_The data:_
↓

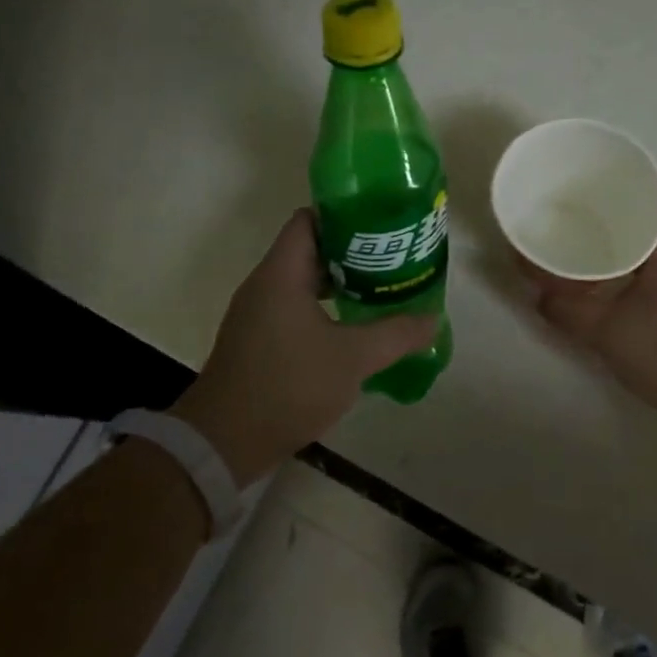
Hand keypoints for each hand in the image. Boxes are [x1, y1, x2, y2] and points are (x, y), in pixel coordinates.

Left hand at [170, 210, 438, 486]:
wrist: (224, 441)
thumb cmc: (289, 385)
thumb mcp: (353, 358)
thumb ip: (396, 335)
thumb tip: (432, 319)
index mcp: (281, 273)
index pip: (309, 219)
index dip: (344, 215)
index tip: (380, 223)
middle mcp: (264, 284)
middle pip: (309, 248)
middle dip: (351, 251)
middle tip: (391, 258)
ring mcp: (256, 313)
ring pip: (302, 282)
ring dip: (339, 282)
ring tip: (380, 289)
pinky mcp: (256, 340)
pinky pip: (293, 308)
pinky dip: (322, 308)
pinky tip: (351, 327)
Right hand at [519, 170, 656, 433]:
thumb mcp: (607, 333)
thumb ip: (566, 310)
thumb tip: (534, 290)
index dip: (638, 167)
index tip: (600, 163)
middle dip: (621, 192)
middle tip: (579, 193)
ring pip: (656, 230)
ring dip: (625, 221)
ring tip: (582, 223)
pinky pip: (653, 255)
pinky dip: (628, 249)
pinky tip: (600, 266)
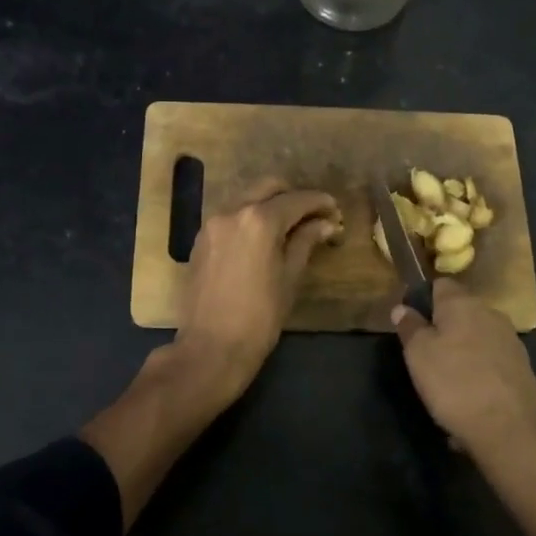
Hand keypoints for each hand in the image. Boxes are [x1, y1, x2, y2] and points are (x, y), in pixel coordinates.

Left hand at [178, 178, 341, 398]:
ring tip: (290, 228)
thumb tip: (325, 224)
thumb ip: (305, 242)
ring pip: (247, 199)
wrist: (211, 347)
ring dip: (270, 205)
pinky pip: (230, 216)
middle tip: (314, 216)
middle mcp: (232, 212)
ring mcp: (212, 224)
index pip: (297, 199)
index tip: (335, 211)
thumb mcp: (289, 278)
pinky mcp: (200, 239)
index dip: (320, 203)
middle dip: (294, 196)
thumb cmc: (259, 317)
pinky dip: (250, 218)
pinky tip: (263, 239)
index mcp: (259, 220)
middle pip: (269, 188)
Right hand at [392, 280, 535, 498]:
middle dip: (444, 329)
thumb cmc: (455, 383)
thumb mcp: (418, 354)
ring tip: (446, 385)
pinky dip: (479, 377)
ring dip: (462, 355)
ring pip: (477, 340)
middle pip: (461, 313)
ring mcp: (511, 342)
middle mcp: (491, 314)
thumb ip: (410, 327)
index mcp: (463, 304)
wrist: (511, 430)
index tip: (410, 322)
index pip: (440, 285)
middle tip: (425, 357)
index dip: (423, 299)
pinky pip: (491, 366)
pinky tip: (469, 402)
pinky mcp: (523, 370)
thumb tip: (403, 307)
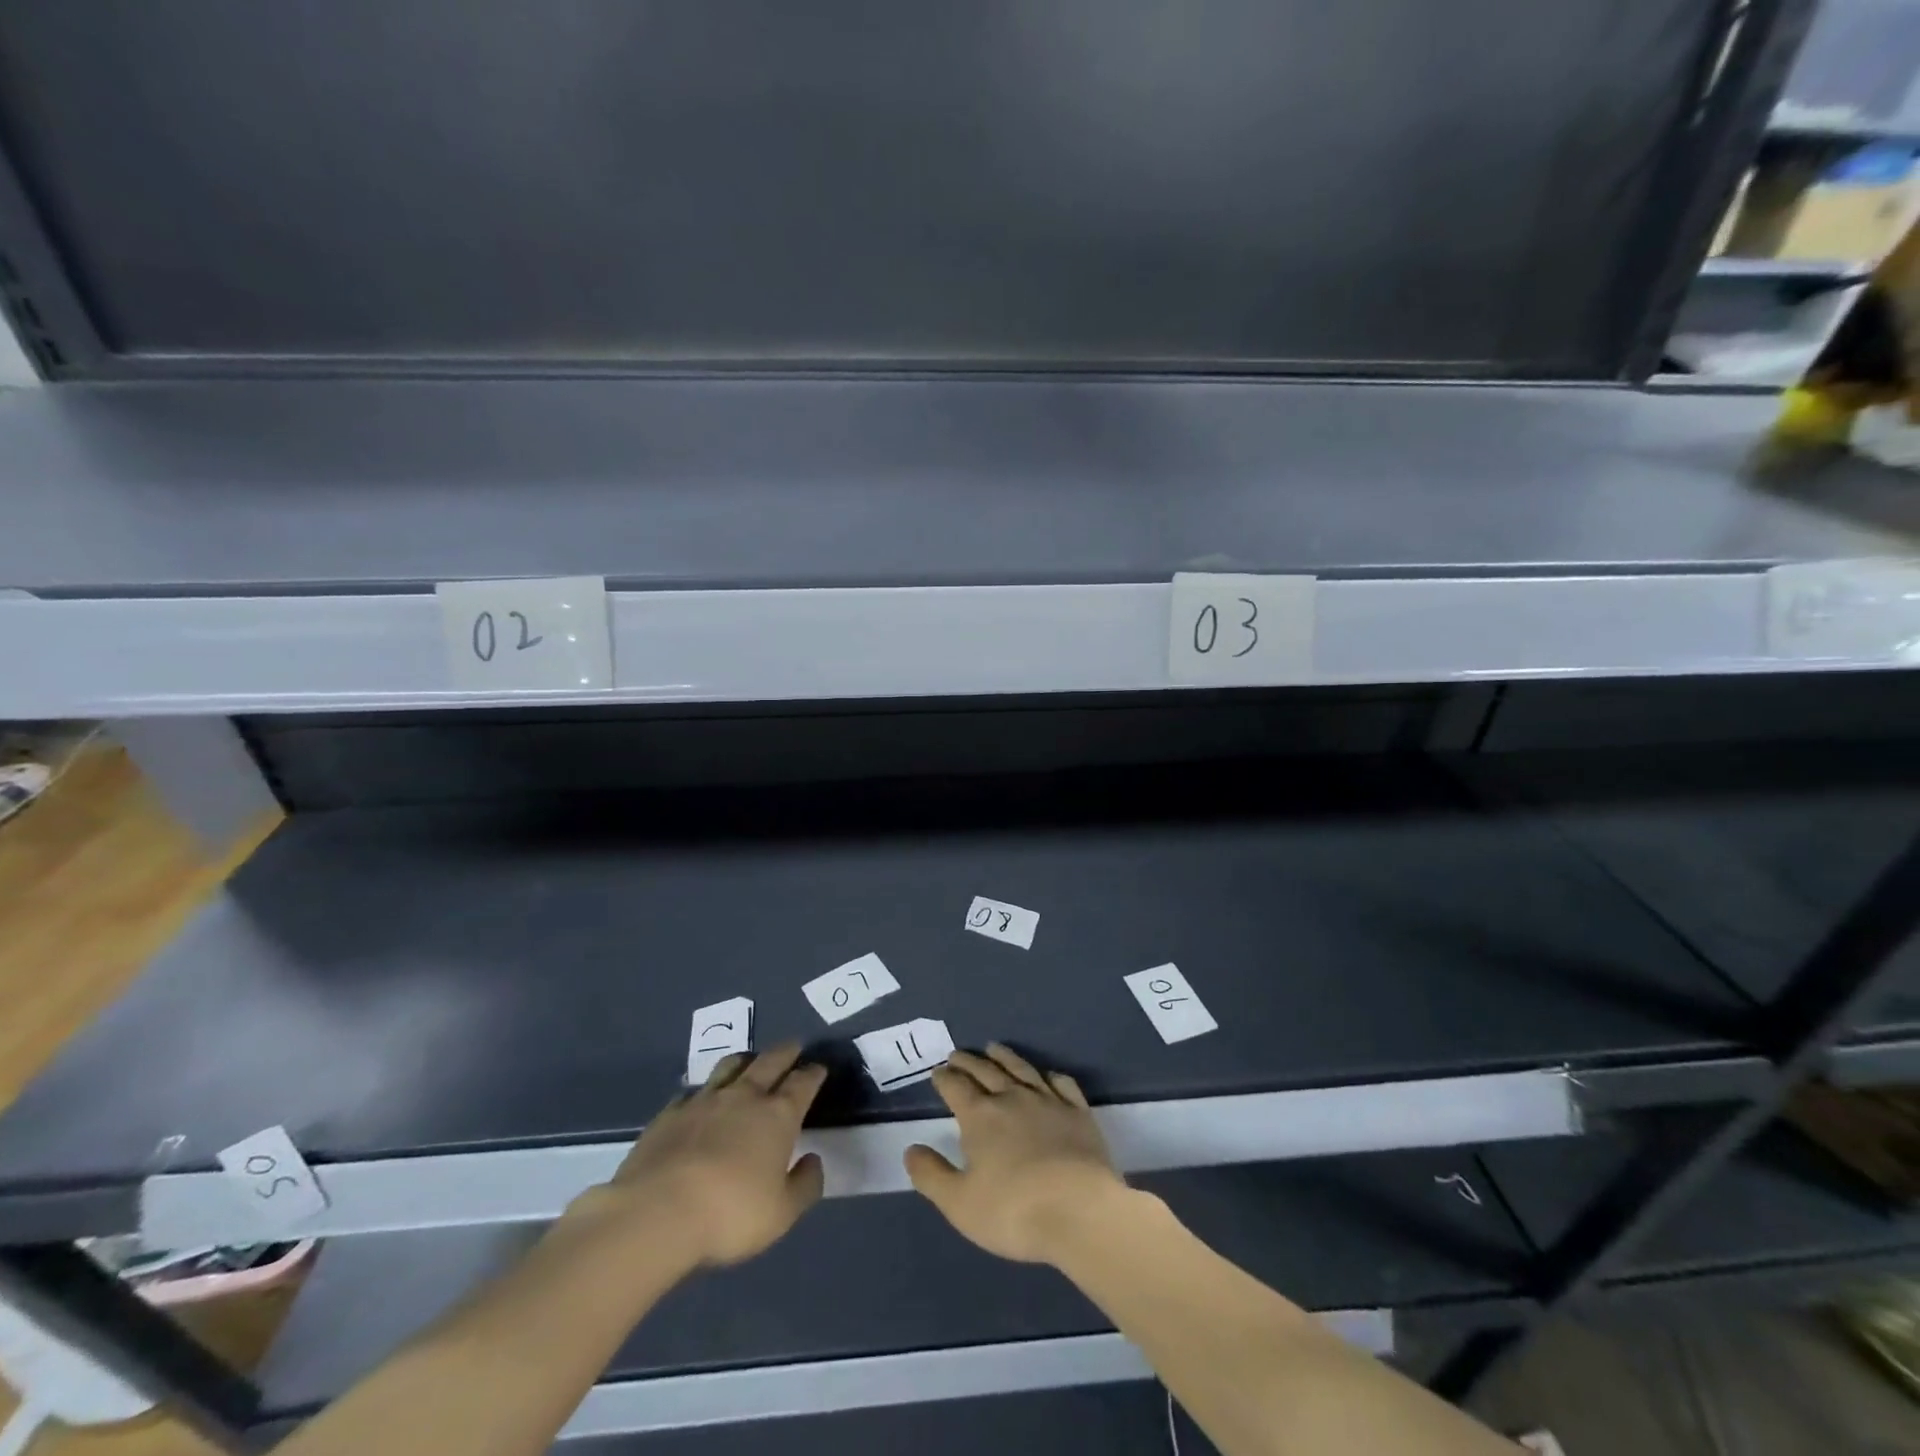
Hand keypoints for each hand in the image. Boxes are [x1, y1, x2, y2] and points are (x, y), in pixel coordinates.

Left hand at [578, 1043, 827, 1269]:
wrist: (656, 1212)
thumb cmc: (730, 1213)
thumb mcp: (782, 1214)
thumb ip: (805, 1185)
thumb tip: (813, 1160)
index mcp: (778, 1115)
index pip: (802, 1083)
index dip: (813, 1074)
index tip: (819, 1068)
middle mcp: (744, 1097)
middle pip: (770, 1061)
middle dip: (786, 1052)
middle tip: (794, 1047)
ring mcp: (704, 1100)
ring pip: (731, 1065)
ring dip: (746, 1060)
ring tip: (750, 1062)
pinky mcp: (670, 1113)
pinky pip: (694, 1091)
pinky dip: (705, 1091)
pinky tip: (702, 1100)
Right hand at [904, 1043, 1130, 1264]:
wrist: (1079, 1211)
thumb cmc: (1013, 1211)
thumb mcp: (959, 1203)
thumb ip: (931, 1175)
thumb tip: (911, 1149)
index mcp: (980, 1117)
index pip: (956, 1088)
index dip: (944, 1078)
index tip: (937, 1071)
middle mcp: (1011, 1098)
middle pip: (985, 1071)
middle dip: (968, 1061)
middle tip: (957, 1054)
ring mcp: (1048, 1101)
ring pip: (1021, 1069)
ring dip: (1004, 1056)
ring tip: (993, 1048)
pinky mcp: (1078, 1112)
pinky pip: (1062, 1084)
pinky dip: (1051, 1076)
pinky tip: (1048, 1076)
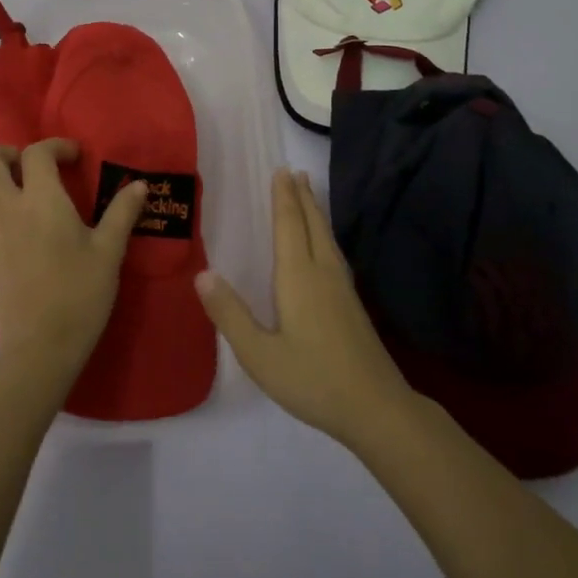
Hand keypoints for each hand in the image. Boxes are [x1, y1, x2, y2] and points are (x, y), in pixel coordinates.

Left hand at [0, 139, 147, 376]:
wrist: (43, 346)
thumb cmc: (81, 293)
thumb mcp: (110, 251)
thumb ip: (122, 212)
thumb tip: (140, 185)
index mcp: (40, 200)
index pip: (37, 153)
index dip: (56, 146)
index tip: (73, 158)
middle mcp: (4, 209)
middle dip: (3, 154)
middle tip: (27, 168)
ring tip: (0, 191)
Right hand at [195, 169, 417, 448]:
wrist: (375, 406)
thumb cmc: (312, 379)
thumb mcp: (260, 355)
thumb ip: (230, 314)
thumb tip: (202, 274)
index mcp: (298, 277)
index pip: (288, 225)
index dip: (283, 198)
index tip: (280, 171)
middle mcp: (322, 272)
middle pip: (312, 224)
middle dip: (302, 196)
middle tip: (295, 171)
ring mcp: (342, 288)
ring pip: (327, 237)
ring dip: (315, 212)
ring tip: (309, 195)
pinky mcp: (353, 304)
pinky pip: (334, 252)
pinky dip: (324, 234)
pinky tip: (325, 247)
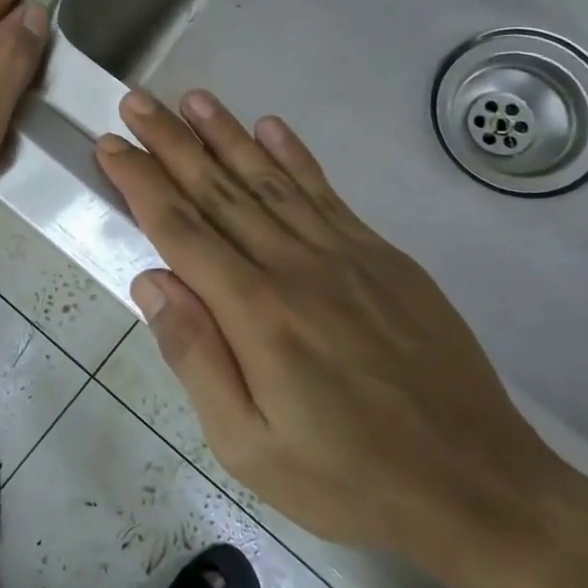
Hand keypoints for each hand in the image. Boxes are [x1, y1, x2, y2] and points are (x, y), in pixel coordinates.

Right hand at [96, 89, 567, 574]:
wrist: (477, 487)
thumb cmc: (347, 478)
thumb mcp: (247, 445)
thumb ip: (195, 355)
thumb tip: (151, 281)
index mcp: (254, 312)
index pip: (180, 229)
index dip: (140, 182)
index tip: (109, 145)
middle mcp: (294, 266)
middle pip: (219, 190)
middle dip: (171, 142)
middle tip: (137, 101)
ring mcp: (345, 255)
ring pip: (270, 180)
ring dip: (227, 135)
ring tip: (193, 99)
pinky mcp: (384, 259)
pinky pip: (327, 194)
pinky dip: (295, 157)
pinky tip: (272, 128)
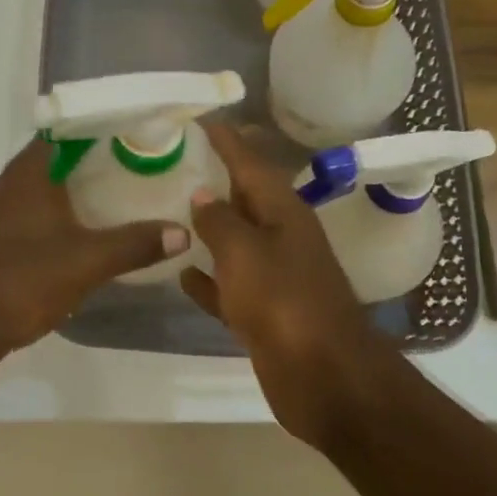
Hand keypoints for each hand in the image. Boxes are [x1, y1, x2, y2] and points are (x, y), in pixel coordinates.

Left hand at [0, 139, 189, 363]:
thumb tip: (182, 231)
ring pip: (37, 188)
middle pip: (51, 158)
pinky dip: (52, 213)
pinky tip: (74, 232)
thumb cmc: (22, 281)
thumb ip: (135, 244)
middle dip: (88, 158)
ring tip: (110, 194)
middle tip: (130, 162)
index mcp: (26, 175)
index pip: (62, 130)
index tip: (128, 128)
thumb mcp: (87, 262)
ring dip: (68, 188)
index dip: (94, 125)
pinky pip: (26, 212)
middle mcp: (4, 185)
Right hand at [179, 125, 381, 449]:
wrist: (325, 377)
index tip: (199, 118)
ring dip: (209, 229)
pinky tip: (181, 275)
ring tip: (171, 210)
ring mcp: (274, 277)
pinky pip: (230, 286)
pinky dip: (208, 280)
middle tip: (176, 161)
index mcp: (283, 212)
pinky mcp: (265, 312)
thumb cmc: (284, 302)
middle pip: (244, 199)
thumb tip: (201, 195)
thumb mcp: (245, 252)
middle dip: (214, 180)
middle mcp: (281, 237)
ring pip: (235, 242)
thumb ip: (219, 221)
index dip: (226, 140)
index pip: (250, 163)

↑

_What you are asked to do:_ Put down exactly the lines of the data above that run from its first line through the line bearing "thumb ip: (410, 327)", and no pictures.

_Written answer:_
Hand keypoints for each hand in the image. Boxes are [x1, y1, x2, y2] and points are (x, y), in pixel coordinates.

Left hand at [170, 210, 438, 486]:
wrist: (224, 441)
thumb cmc: (289, 385)
thumb mcp: (353, 358)
thumb ip: (396, 335)
thumb tip: (432, 319)
index mcp: (281, 273)
index pip: (309, 219)
index dip: (344, 215)
index tip: (380, 223)
middle mcp: (264, 284)
middle pip: (309, 248)
middle dip: (351, 251)
middle tip: (391, 258)
ring mcp: (256, 313)
ring pip: (302, 282)
ring dip: (339, 282)
ring tip: (380, 289)
pinky mcp: (256, 340)
pinky pip: (293, 308)
pinky dip: (322, 308)
pinky tip: (351, 327)
Right hand at [519, 170, 656, 433]:
thumb mcp: (607, 333)
thumb ip: (566, 310)
thumb tip: (534, 290)
index dip: (638, 167)
index tip: (600, 163)
middle dip: (621, 192)
middle tip: (579, 193)
ring pip: (656, 230)
ring dip: (625, 221)
ring tip: (582, 223)
pinky pip: (653, 255)
pinky dip: (628, 249)
pinky tip: (600, 266)
Hand keypoints for each hand in the image. Boxes are [x1, y1, x2, y2] and points are (x, y), in pixel coordinates.

Left hand at [178, 178, 341, 398]:
ring tip: (290, 228)
thumb tip: (325, 224)
thumb ip: (305, 242)
ring pip: (247, 199)
wrist: (211, 347)
ring dip: (270, 205)
pinky pip: (230, 216)
middle tip: (314, 216)
middle mcp: (232, 212)
ring mcp: (212, 224)
index pip: (297, 199)
index tip: (335, 211)
thumb mcp: (289, 278)
pinky mcp: (200, 239)
index dip: (320, 203)
middle dip: (294, 196)
thumb cmc: (259, 317)
pinky dip: (250, 218)
pinky tip: (263, 239)
index mcp: (259, 220)
middle pip: (269, 188)
Right hand at [392, 280, 535, 498]:
middle dip: (444, 329)
thumb cmc: (455, 383)
thumb mcp: (418, 354)
ring tip: (446, 385)
pinky dip: (479, 377)
ring dip: (462, 355)
ring pip: (477, 340)
middle pip: (461, 313)
ring mcp: (511, 342)
middle mcp: (491, 314)
thumb ip: (410, 327)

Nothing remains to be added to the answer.